Monday, October 6, 2008

To Plan or Not to Plan

In Argentina, people consider me very organized, a planner. Here, I am one of the most punctual, future/goal oriented people that most of my Argentine friends know (And that's not always a compliment, it's actually more of a criticism, confusing and annoying to Argentines). In the United States, I'm not considered disorganized, but I'm certainly not the most organized nor am I the most goal oriented or punctual person. In fact, among the folks with whom I went through grad school, I was easily one of the least organized.

So, the context of our countries has a lot to do with who we are. A related example is that when I went to school in Bay Village, Ohio in first and second grades, I was placed in all average elementary school classes. I even remember thinking and accepting at that time that I was just average academically and that I should probably concentrate on some other facet of my life as a means of excelling.
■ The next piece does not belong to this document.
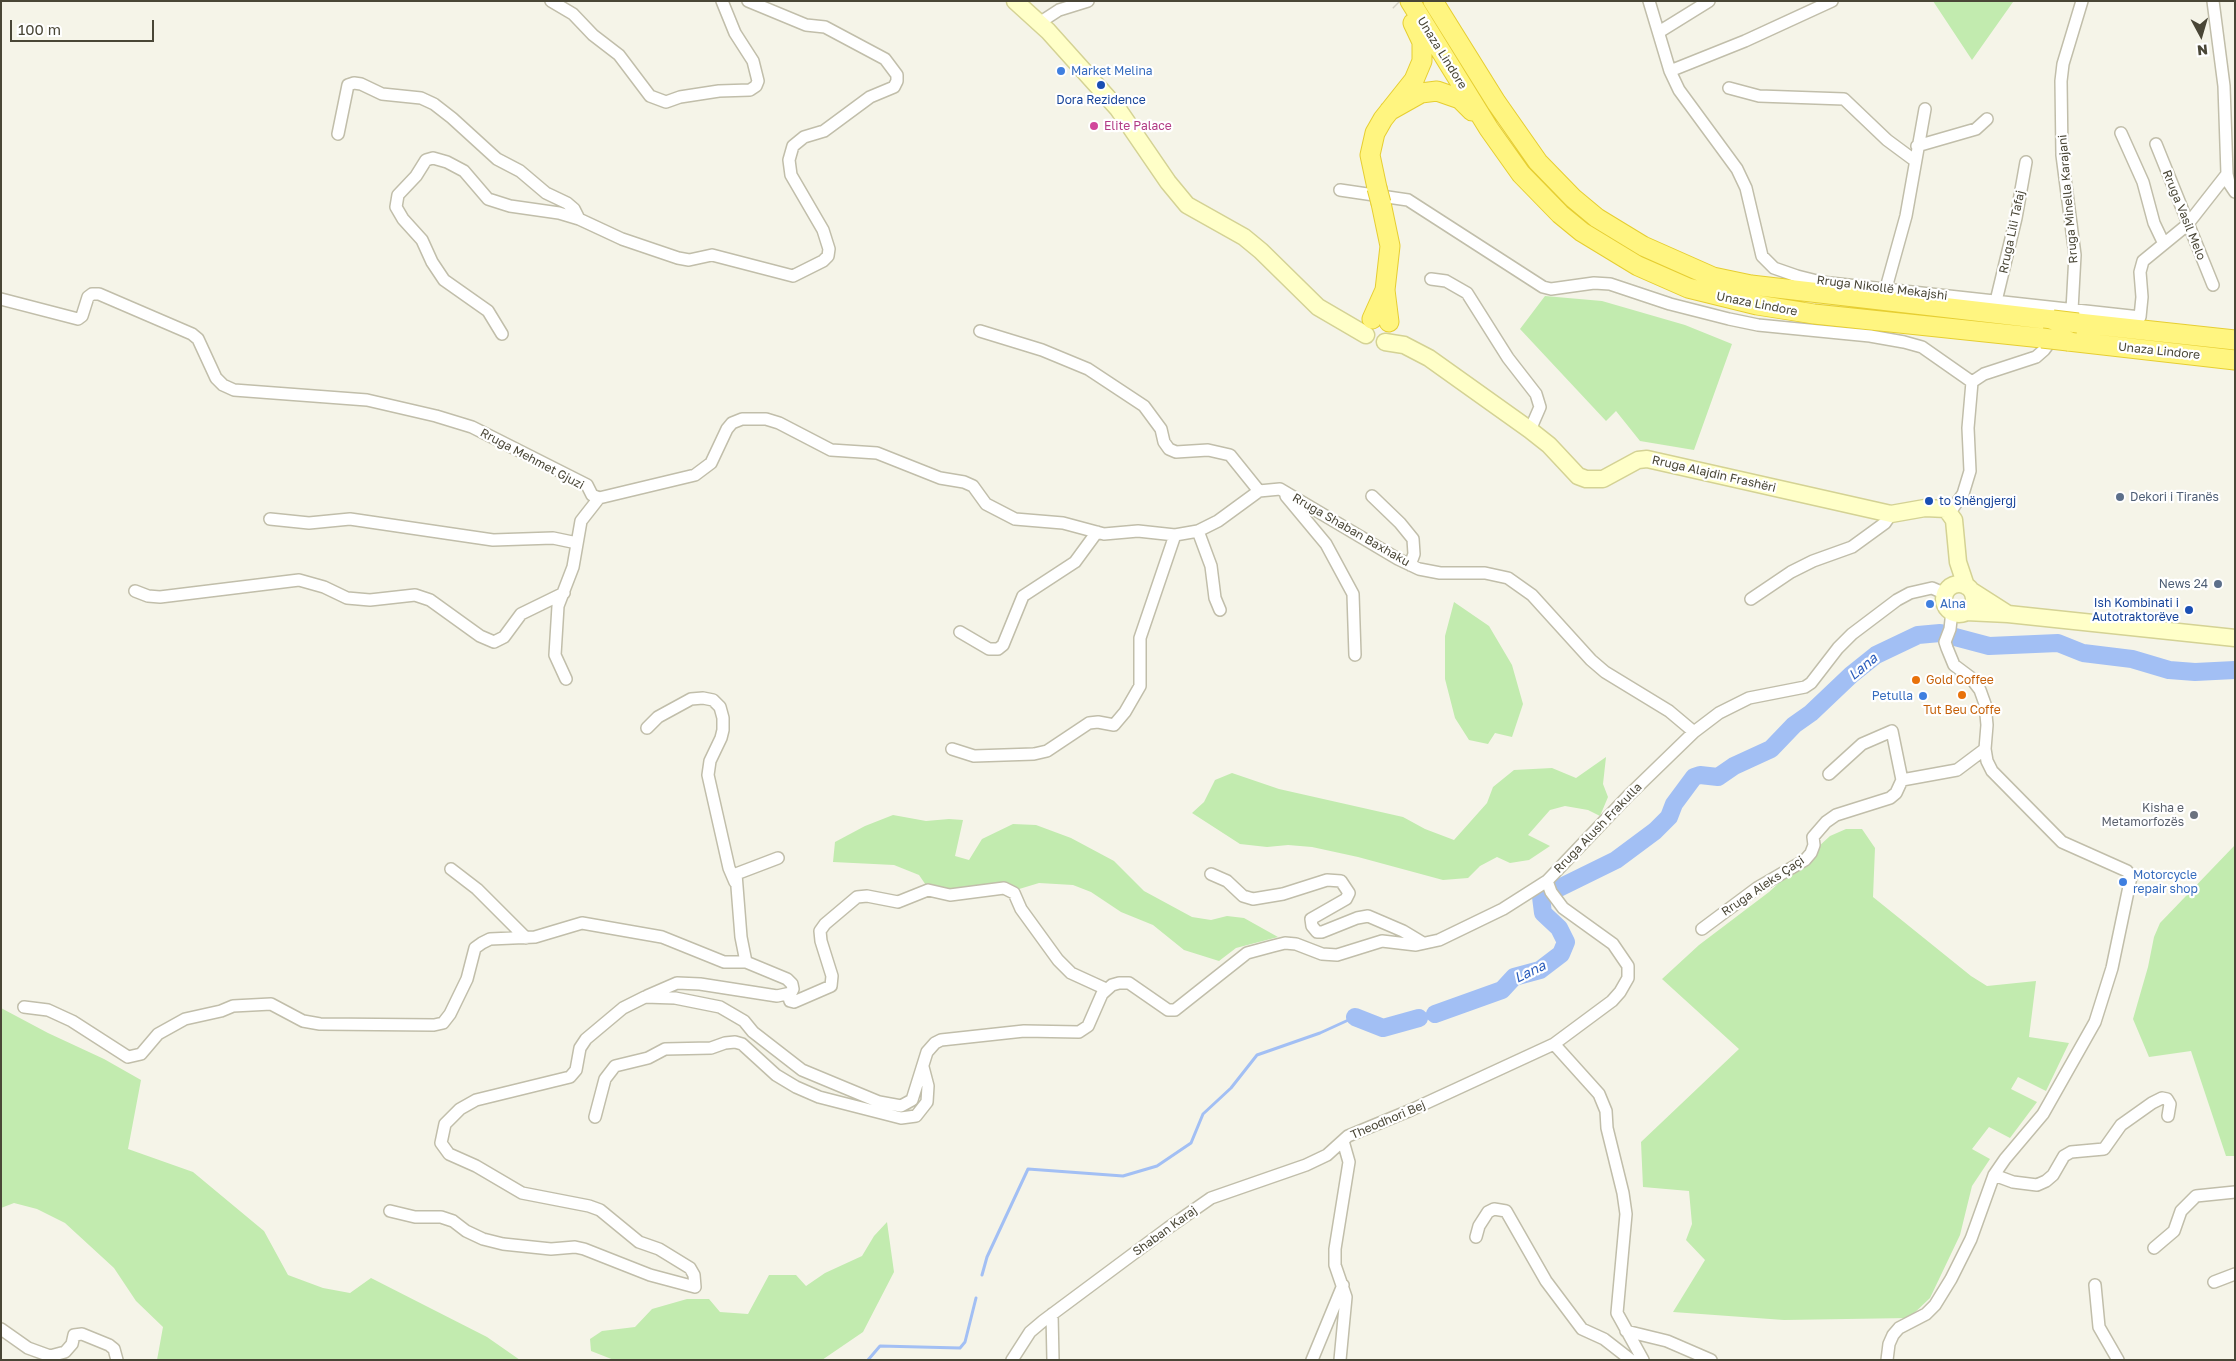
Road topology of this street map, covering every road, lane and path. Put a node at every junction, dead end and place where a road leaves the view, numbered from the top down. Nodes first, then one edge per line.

Upon moving to North Canton, OH, I was placed in all of the advanced groups. Suddenly, because of a change in context, I had become smart. My identity shifted from a rough and tumble academically average kid to a more cerebral and precocious one, simply because my context changed and my sense of identity changed with it. In Buenos Aires, the same is currently taking place, but instead of turning into a more plan oriented person (As I have been reidentified by Argentines), I am deciding whether this is the best way to live my life. I am beginning to think that I am too organized, too plan and future oriented. I wonder if I have been making poor life decisions as a result of my planning a year or at least months in advance. Have I been locking myself into unnecesary decisions? Have I not been living in the moment or enjoying life as much as I might otherwise? What are the consequences of this way of doing things?

To begin to address this topic, I'd like to discuss why this difference between Argentines and people in the US might exist to the degree that it does.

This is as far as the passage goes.